8:10 he was amazed Matthew frequently refers to the astonishment of Jesus’ audience (e.g., vv. 27; 9:33; 15:31; 22:22), but this is the only place in this Gospel where Jesus Himself is astonished (compare Mark 6:6; Luke 7:9). He uses the opportunity to teach His followers about faith. Amen, I say to you Jesus employs this statement throughout His ministry to emphasize the words that follow. in no one in Israel have I found such faith Jesus makes the astounding statement that no Jew has as much faith as this Gentile (non-Jew). Jesus often describes His own followers as having very little faith (Matt 6:30; 8:26; 14:31; 16:8).
8:11 many will come from east and west Refers to many Gentiles, in addition to the centurion. Jesus is pointing to the time when people all over the world would become His followers. will recline Refers to the messianic banquet that will accompany the end of the age (compare 22:1–14; Rev 19:6–10). The Old Testament predicts a gathering of Israel from all over the earth (e.g., Isa 43:5–6; Psa 107:3), as well as the Gentiles’ worship of God (e.g., Isa 2; 60:3–4; Mic 4:1–2; Zech 8:20–23). Abraham, Isaac and Jacob The three patriarchs of the Jewish faith.

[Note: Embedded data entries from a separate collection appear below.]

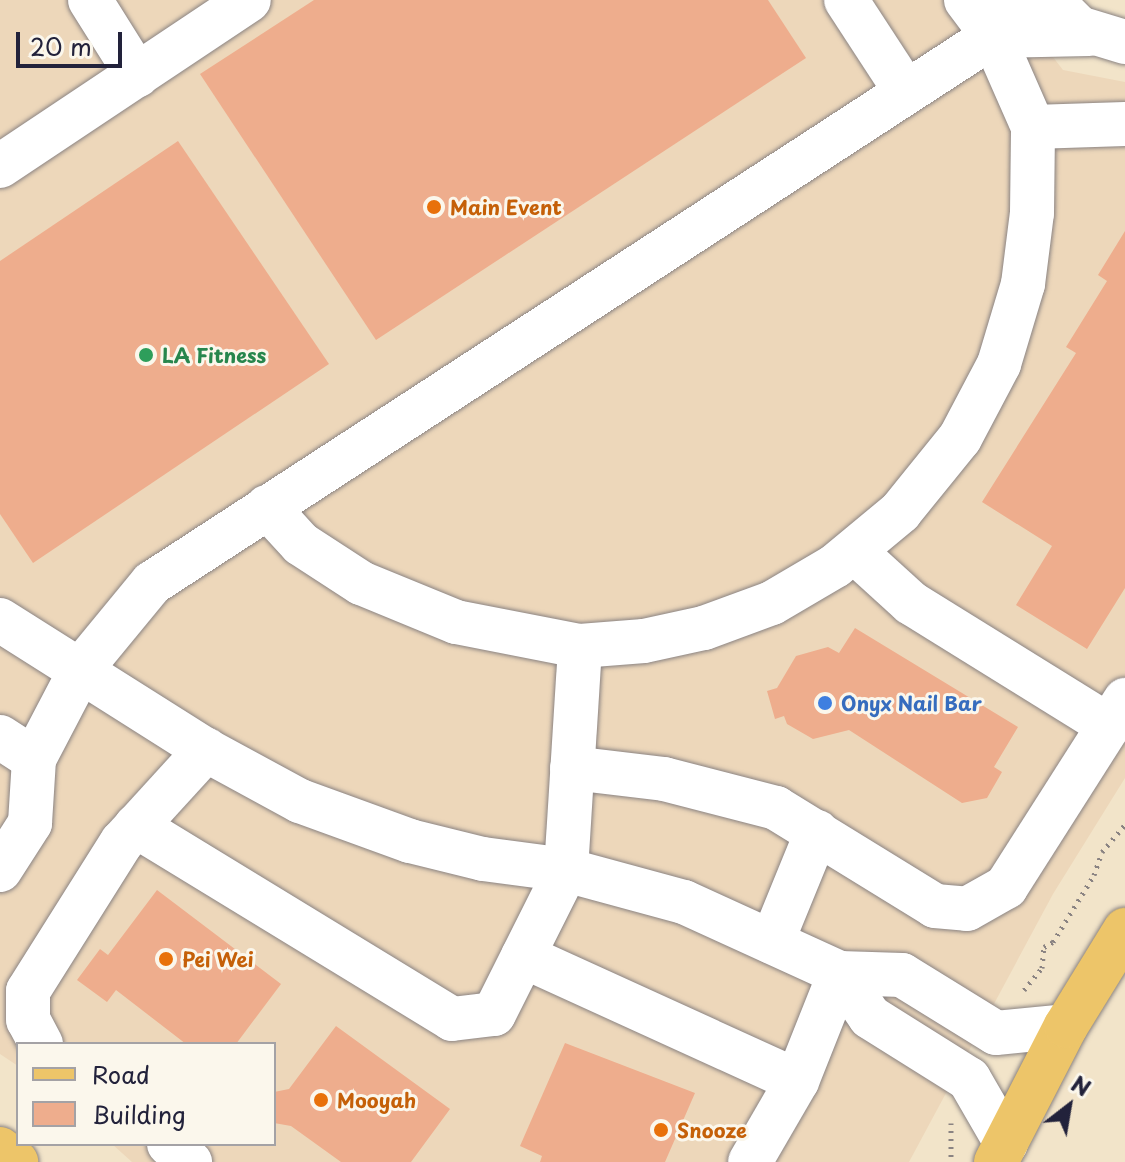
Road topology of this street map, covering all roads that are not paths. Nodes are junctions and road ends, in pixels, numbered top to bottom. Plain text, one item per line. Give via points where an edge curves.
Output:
1 (90, 0) edge
2 (249, 0) edge
3 (846, 0) edge
4 (966, 0) edge
5 (1020, 0) edge
6 (1051, 0) edge
7 (993, 36) junction
8 (1107, 38) edge
9 (137, 75) junction
10 (906, 92) junction
11 (1125, 124) edge
12 (1033, 127) junction
13 (0, 166) edge
14 (267, 507) junction
15 (855, 552) junction
16 (0, 620) edge
17 (580, 646) junction
18 (81, 669) junction
19 (1117, 713) edge
20 (206, 750) junction
21 (11, 759) edge
22 (572, 768) junction
23 (136, 826) junction
24 (817, 832) junction
25 (0, 870) edge
26 (566, 870) junction
27 (1125, 930) edge
28 (772, 942) junction
29 (523, 956) junction
30 (840, 973) junction
31 (1066, 1026) junction
32 (40, 1042) edge
33 (797, 1081) junction
34 (171, 1146) edge
35 (0, 1149) edge
36 (1001, 1152) edge
37 (16, 1162) edge
38 (190, 1162) edge
39 (750, 1162) edge

1 - 9 street
2 - 9 street
3 - 10 street
4 - 7 street
5 - 7 street
6 - 8 street
7 - 8 street
7 - 10 street
7 - 12 street
9 - 13 street
10 - 14 street
11 - 12 street
12 - 15 street via 1027,261 999,364 939,467
14 - 17 street via 301,544 361,583 456,622
14 - 18 street via 152,583
15 - 17 street via 772,603 715,624 644,641
15 - 19 street via 911,603
16 - 18 street
17 - 22 street
18 - 20 street
18 - 21 street
19 - 24 street via 1006,887 976,907 935,906
20 - 23 street
20 - 26 street via 300,801 410,841 483,859
21 - 25 street via 30,823
22 - 24 street via 664,779 735,797 776,808
22 - 26 street
23 - 29 street via 452,1019 494,1014
23 - 32 street via 28,991 28,1020
24 - 28 street
26 - 28 street via 684,902
26 - 29 street
27 - 31 main road
28 - 30 street
29 - 33 street
30 - 31 street via 902,975 996,1033
30 - 33 street
30 - 36 street via 870,1017 969,1079
31 - 36 main road
33 - 39 street
34 - 38 street
35 - 37 main road

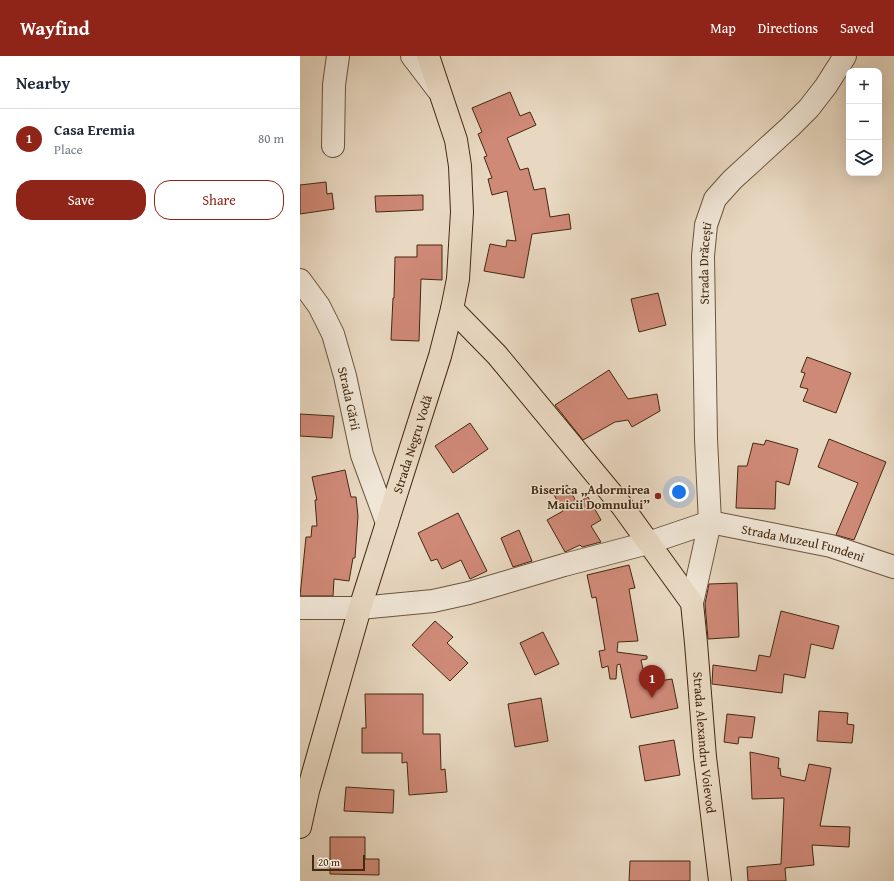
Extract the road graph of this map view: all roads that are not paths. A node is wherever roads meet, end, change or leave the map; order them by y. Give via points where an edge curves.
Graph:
1 (338, 56) edge
2 (412, 56) edge
3 (428, 56) edge
4 (845, 56) edge
5 (442, 94) junction
6 (333, 146) dead end
7 (300, 280) edge
8 (452, 309) junction
9 (710, 522) junction
10 (387, 523) junction
11 (648, 543) junction
12 (894, 567) edge
13 (692, 603) junction
14 (300, 608) edge
15 (360, 608) junction
16 (300, 827) edge
17 (720, 881) edge

1 - 6 street via 334,85
2 - 5 street
3 - 5 main road, Strada Negru Vodă
4 - 9 street, Strada Drăcești via 809,108 715,199 706,225 703,264
5 - 8 main road, Strada Negru Vodă via 456,140 461,184 458,271
7 - 10 street, Strada Gării via 319,306 333,334 362,455
8 - 10 main road, Strada Negru Vodă via 440,356
8 - 11 main road via 497,355 622,506
9 - 11 street
9 - 12 street, Strada Muzeul Fundeni via 831,546
9 - 13 street, Strada Drăcești
10 - 15 main road, Strada Negru Vodă
11 - 13 main road
11 - 15 street via 469,593 433,601
13 - 17 main road, Strada Alexandru Voievod via 705,757
14 - 15 street
15 - 16 main road, Strada Negru Vodă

Friends, today’s Gospel passage acclaims a centurion’s trust in the Lord Jesus. To trust is to have hope, to turn one’s heart to God. It means to root one’s life, to ground and center one’s concerns in God. And, oppositely, to trust and to turn one’s heart to human beings means to root the whole of one’s life, to ground and center one’s concerns, in the things of this world, in wealth, fame, power, honor, or pleasure.
What is the center of gravity of your life? What is your “ultimate concern’”? The Bible consistently lays this out as an either/or. Think of the passage in the book of Joshua, when Joshua lays it on the line for the people of Israel: “Do you serve the Lord or some other gods?”
Jesus tells his followers, “Either you are with me or you are against me.” Today’s Gospel reminds us that we each have to answer this question with great honesty and clarity.
– Bishop Robert Barron
May the virtues of faith, hope, and love go with you today – DV.